The Sumatran rhino — one of the most critically endangered mammals on the planet — may have just received a lifeline.
A new scientific publication from Wildlife Conservation Society (WCS) and the University of Massachusetts — Amherst (UMass) applies an enhanced population survey technique to identify, for the first time, priority forest patches for intensive rhino protection of the remaining populations of Sumatran Rhino — one of the most endangered large mammals on the planet. Assessing population and spatial distribution of this very rare species is challenging because of their elusiveness and very low population number. The results of the rhino population survey will appear in the current issue of the open-access journal PLOS ONE and provides vital data to support a final attempt to prevent the extinction of the Sumatran rhino.

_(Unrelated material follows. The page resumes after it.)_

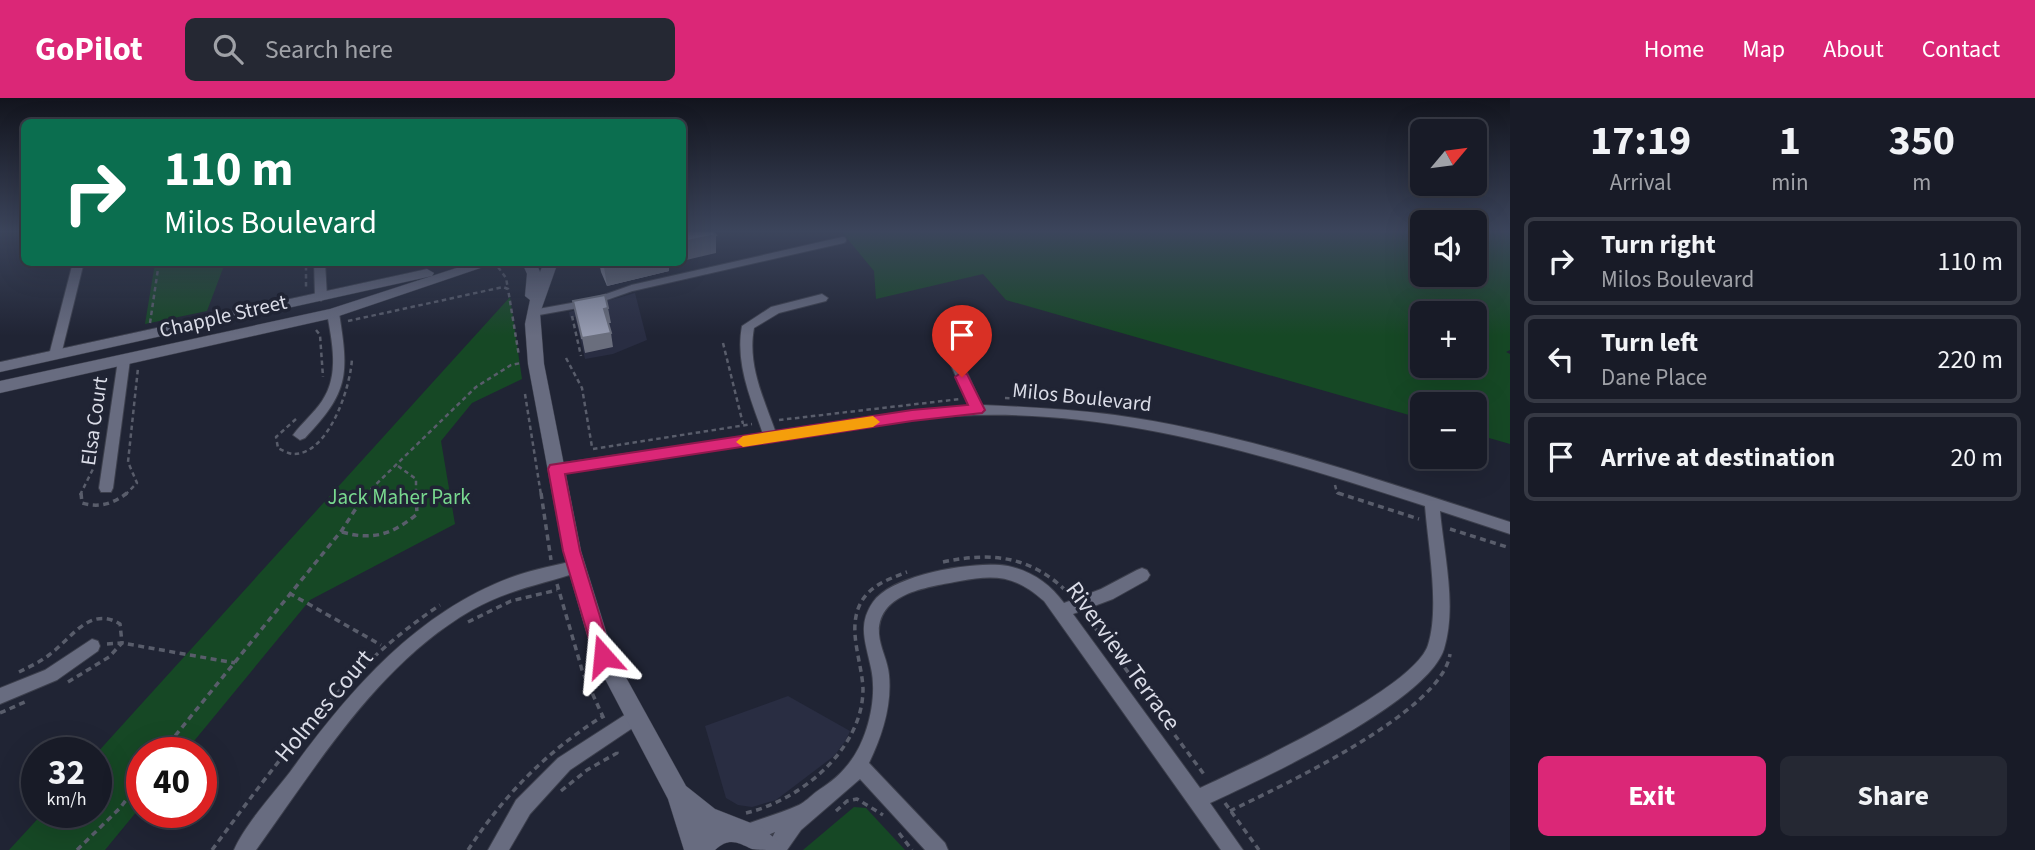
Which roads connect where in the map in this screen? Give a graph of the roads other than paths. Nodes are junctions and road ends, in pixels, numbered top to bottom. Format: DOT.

The Sumatran rhino once ranged from north-east India to Indonesian Borneo and may have numbered in the tens of thousands only 200 years ago. However, the unyielding demand for rhino horn in traditional Chinese medicine has reduced this species to perhaps less than 100 wild individuals, with no viable populations occurring outside of the Indonesian island of Sumatra. The Sumatran rhino (Dicerorhinus sumatrensis) is Critically Endangered according the IUCN Red List of Threatened Species™.
The study provides urgently needed information on where the remaining rhinos are distributed. Using rhino sign data collected in 3 presumed strongholds covering more than 3 million ha, a spatially-explicit habitat model was developed. The model predicted that rhinos now only occupy 237,100 ha in the Leuser landscape, 63,400 ha in Way Kambas National Park and 82,000 ha in Bukit Barisan Selatan National Park.
In total, they occupy only 13 percent of the surveyed area. However, the study identified five “Intensive Protection Zones” that are of unrivalled importance in saving Sumatran rhinos.
The paper’s authors recommend four vital actions achievable with strong political will:
1. Formally establishing the five Intensive Protection Zones identified in this study, and ensuring zero poaching is achieved by significantly scaling-up law enforcement efforts
2. Ensuring the viability of the Intensive Protection Zones by preventing several planned new roads from bisecting them in the Bukit Barisan Selatan and Leuser landscapes
3. Consolidating the small and scattered rhino population in Bukit Barisan Selatan National Park and the outside core population of Leuser landscape identified by this study. Recognizing that this will require strong political will and major financial support
4. Recognizing that Sumatran Rhino is likely to go extinct if no actions are taken, as happened with the last Javan Rhino in Vietnam in 2010
The Director of Biodiversity Conservation of the Indonesian Ministry of Environmental and Forestry and chairman of Joint Rhino Conservation Secretariat of Indonesia, Bambang Dahono Adji, commented, “We welcome these important new results in supporting Indonesia’s ongoing endeavours to fully implement its Sumatran Rhinoceros Action Plan.”
Sumatran rhino calf born at Way Kambas National Park rhino sanctuary
In 2012 a healthy male Sumatran rhino calf was born in the rhino sanctuary Way Kambas National Park in Sumatra. The newborn was the offspring of a wild female Sumatran rhino and a male that was born at the Cincinnati Zoo in the U.S in 2001. The male was flown to his ancestral home, Sumatra, in 2007 in hopes that he would breed with one of the rhino sanctuary’s three females. The new baby was only the fourth Sumatran rhino born in captivity in the past century, and the first one to be born in Indonesia.
(Source: International Rhino Foundation and Mongabay)
Joe Walston, WCS’s Vice President for Global Programs urged, “For the first time we have a clear idea of where the priority rhino’s sites are, we have the tools and techniques to protect them, and now must ensure a concerted effort by all agencies to bring the Sumatran rhino back from the brink of extinction.”